As the mo­tion pass­es to the Sen­ate, the film lets us par­tic­i­pate in the meet­ings and strate­gies of Rousseff’s de­fense team, whose care­ful­ly stud­ied ar­gu­ments are met with ab­surd de­ci­sions by the in­ves­tiga­tive com­mit­tee. And while pros­e­cu­tion lawyer Janaí­na Paschoal seems more like a bizarre lu­natic who claims in tears that she is in love with the Fed­er­al Con­sti­tu­tion, one sen­a­tor even ad­mits he doesn’t know if there was crime but in­sists that Rouss­eff lies any­way. The tri­al reach­es mo­ments of such ab­sur­di­ty that the film’s ti­tle (a ref­er­ence to Franz Kafka’s The Tri­al) couldn’t be more ap­pro­pri­ate, since some­one is also con­vict­ed here for a crime that makes no sense and no one can ex­act­ly ex­plain what it was.
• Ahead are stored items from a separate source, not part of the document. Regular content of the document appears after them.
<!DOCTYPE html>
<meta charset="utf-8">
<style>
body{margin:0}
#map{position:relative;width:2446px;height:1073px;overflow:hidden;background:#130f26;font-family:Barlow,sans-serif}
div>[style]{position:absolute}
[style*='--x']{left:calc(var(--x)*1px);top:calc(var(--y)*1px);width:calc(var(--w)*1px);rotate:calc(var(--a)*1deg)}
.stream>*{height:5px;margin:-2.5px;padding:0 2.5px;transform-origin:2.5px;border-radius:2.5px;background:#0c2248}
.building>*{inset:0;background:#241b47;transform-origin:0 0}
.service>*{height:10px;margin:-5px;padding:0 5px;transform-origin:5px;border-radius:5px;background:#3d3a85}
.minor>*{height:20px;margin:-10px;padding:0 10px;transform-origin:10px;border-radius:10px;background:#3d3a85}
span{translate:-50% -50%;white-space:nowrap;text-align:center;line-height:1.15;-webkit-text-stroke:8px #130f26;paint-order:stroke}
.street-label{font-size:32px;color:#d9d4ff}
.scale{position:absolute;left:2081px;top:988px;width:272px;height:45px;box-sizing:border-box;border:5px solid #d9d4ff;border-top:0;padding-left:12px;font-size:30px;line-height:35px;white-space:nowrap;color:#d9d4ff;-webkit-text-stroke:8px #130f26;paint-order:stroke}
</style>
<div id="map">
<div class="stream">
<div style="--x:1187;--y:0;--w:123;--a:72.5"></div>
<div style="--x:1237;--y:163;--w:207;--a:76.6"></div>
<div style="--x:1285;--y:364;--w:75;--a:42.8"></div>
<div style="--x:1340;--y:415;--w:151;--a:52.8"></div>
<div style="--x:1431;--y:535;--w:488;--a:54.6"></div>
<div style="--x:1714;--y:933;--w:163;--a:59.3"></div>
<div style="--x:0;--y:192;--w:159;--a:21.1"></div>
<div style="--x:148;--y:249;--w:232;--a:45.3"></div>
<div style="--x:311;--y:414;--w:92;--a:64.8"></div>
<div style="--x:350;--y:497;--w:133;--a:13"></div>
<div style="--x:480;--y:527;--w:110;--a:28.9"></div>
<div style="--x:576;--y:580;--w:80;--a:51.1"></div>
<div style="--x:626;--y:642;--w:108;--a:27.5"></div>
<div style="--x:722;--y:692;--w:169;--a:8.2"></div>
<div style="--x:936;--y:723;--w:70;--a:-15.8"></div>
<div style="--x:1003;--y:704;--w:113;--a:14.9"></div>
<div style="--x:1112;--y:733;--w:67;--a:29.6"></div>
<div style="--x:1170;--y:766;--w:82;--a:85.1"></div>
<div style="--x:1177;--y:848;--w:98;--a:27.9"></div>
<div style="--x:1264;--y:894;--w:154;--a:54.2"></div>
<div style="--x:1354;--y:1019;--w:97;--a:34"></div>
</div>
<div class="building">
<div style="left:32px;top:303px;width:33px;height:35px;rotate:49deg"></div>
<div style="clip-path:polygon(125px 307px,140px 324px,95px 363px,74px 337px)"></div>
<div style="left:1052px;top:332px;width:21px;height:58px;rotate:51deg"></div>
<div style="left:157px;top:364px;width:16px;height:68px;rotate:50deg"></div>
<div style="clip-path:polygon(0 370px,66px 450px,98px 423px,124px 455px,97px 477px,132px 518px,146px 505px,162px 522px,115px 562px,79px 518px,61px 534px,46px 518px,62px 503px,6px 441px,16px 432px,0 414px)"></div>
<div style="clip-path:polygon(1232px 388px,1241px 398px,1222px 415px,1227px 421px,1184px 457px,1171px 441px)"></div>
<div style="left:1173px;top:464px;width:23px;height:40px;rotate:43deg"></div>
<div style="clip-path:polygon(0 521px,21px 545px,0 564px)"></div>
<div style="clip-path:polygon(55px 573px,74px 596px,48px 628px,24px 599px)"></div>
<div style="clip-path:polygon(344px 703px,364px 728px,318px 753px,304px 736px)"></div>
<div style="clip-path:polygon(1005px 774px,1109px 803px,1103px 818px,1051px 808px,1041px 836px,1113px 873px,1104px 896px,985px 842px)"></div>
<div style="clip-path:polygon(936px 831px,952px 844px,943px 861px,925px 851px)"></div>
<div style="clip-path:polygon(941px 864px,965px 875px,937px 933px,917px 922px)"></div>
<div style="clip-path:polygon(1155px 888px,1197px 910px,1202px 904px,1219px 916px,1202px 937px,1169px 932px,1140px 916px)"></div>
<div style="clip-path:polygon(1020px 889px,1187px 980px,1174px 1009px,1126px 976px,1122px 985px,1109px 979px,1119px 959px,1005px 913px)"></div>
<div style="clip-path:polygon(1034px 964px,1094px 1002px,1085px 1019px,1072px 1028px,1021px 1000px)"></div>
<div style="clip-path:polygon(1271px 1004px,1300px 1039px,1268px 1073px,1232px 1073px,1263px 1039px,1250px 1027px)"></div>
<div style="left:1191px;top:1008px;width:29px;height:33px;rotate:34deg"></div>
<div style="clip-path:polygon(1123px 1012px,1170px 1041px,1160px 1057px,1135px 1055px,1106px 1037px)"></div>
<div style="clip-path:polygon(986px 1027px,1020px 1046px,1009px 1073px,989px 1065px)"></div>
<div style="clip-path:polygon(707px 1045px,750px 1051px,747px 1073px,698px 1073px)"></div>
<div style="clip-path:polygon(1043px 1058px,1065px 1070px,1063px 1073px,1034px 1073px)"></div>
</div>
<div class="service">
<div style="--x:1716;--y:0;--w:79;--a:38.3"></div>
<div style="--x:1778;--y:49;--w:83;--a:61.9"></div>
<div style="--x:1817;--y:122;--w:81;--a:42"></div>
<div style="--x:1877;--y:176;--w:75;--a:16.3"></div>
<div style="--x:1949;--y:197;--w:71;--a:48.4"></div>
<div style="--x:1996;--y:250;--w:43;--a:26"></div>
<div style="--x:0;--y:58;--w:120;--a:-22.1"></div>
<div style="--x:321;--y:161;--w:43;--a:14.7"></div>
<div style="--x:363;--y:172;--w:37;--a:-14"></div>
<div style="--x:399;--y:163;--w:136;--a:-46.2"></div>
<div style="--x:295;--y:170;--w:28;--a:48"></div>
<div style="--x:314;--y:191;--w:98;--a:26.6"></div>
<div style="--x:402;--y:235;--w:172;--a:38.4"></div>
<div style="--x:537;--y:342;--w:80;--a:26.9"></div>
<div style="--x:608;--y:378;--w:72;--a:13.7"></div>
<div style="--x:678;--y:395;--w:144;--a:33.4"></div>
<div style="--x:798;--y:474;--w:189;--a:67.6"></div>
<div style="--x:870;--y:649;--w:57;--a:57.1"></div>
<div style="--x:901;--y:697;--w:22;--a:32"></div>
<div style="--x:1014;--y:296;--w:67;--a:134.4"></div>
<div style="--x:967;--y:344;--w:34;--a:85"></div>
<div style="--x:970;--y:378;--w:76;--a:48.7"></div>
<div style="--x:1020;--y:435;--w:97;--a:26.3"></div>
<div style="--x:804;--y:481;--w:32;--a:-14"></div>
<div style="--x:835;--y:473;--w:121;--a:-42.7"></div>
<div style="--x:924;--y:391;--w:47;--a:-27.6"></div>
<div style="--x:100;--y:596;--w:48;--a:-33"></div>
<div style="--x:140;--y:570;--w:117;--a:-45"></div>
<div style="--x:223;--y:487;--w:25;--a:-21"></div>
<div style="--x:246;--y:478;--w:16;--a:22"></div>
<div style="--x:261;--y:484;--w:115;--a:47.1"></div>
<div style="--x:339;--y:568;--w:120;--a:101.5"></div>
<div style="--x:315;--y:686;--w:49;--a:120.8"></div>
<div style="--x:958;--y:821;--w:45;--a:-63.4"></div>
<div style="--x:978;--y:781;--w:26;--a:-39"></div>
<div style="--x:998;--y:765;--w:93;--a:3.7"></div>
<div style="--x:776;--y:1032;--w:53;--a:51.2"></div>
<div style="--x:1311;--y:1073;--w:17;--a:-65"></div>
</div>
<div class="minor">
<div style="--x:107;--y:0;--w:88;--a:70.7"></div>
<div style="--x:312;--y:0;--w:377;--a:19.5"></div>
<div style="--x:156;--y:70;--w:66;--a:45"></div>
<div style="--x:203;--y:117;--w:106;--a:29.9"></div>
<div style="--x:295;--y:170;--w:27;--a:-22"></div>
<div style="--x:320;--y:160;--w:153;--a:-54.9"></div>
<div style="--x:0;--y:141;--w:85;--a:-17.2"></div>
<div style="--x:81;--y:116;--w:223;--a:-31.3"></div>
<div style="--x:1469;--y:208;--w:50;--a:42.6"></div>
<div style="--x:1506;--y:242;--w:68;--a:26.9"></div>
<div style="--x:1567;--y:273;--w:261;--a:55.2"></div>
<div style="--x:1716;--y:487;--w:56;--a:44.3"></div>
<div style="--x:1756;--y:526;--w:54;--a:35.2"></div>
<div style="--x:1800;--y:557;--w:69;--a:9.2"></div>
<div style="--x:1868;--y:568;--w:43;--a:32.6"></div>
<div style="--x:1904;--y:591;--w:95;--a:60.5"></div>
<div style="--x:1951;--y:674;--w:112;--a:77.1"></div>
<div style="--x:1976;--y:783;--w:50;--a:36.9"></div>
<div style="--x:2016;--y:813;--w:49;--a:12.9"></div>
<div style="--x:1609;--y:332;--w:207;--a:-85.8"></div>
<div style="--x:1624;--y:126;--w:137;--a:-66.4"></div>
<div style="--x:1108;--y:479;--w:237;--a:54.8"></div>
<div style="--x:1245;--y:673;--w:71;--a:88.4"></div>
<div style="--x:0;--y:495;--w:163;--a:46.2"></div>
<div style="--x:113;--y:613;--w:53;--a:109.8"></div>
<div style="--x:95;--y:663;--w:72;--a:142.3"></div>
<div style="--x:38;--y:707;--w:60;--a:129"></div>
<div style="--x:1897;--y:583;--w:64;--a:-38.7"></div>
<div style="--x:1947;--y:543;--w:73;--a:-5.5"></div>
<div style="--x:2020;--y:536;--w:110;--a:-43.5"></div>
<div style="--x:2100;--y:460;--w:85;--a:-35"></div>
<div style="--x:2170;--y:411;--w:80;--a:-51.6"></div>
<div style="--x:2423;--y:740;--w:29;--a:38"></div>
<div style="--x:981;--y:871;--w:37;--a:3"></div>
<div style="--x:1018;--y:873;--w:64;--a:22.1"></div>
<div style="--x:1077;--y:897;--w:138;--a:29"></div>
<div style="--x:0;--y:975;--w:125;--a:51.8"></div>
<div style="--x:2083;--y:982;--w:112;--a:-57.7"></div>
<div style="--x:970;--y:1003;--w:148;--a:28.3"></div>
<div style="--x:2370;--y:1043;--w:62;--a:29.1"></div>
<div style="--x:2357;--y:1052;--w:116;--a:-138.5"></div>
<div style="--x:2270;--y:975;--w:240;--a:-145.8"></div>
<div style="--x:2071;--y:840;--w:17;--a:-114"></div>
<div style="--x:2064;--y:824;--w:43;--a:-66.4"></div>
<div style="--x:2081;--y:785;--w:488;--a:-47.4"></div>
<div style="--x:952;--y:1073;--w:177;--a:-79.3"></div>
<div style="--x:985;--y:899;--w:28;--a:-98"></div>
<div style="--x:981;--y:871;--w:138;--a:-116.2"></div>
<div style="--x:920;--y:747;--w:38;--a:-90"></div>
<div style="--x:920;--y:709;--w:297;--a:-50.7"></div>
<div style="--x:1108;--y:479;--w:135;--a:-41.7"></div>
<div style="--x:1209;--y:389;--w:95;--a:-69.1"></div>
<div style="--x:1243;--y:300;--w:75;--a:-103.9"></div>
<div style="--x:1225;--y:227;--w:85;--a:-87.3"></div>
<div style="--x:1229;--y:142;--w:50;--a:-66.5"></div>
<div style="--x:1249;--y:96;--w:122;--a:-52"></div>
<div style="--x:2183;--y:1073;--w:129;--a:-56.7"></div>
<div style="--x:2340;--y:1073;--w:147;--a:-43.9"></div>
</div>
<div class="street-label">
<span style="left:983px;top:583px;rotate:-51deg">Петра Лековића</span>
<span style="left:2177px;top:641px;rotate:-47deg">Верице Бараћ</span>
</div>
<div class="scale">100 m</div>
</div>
But the rea­sons be­hind this pros­e­cu­tion can be found in a few re­veal­ing scenes, like when we see the well-off mid­dle class cel­e­brat­ing the im­peach­ment in the streets in con­trast with those from low­er class­es suf­fer­ing in si­lence for Rouss­eff. In oth­er words, Ramos’s film clear­ly ar­gues that this is a woman who dared to defy the in­ter­ests of a small group of pow­er­ful men and paid the price for it. Of course, there will be peo­ple “ac­cus­ing” it of be­ing one-sided, but it takes only one look at the fact that the Con­gress vot­ed not to put Temer on tri­al to re­al­ize that this was nev­er a fair process, but pure re­tal­i­a­tion and opportunism.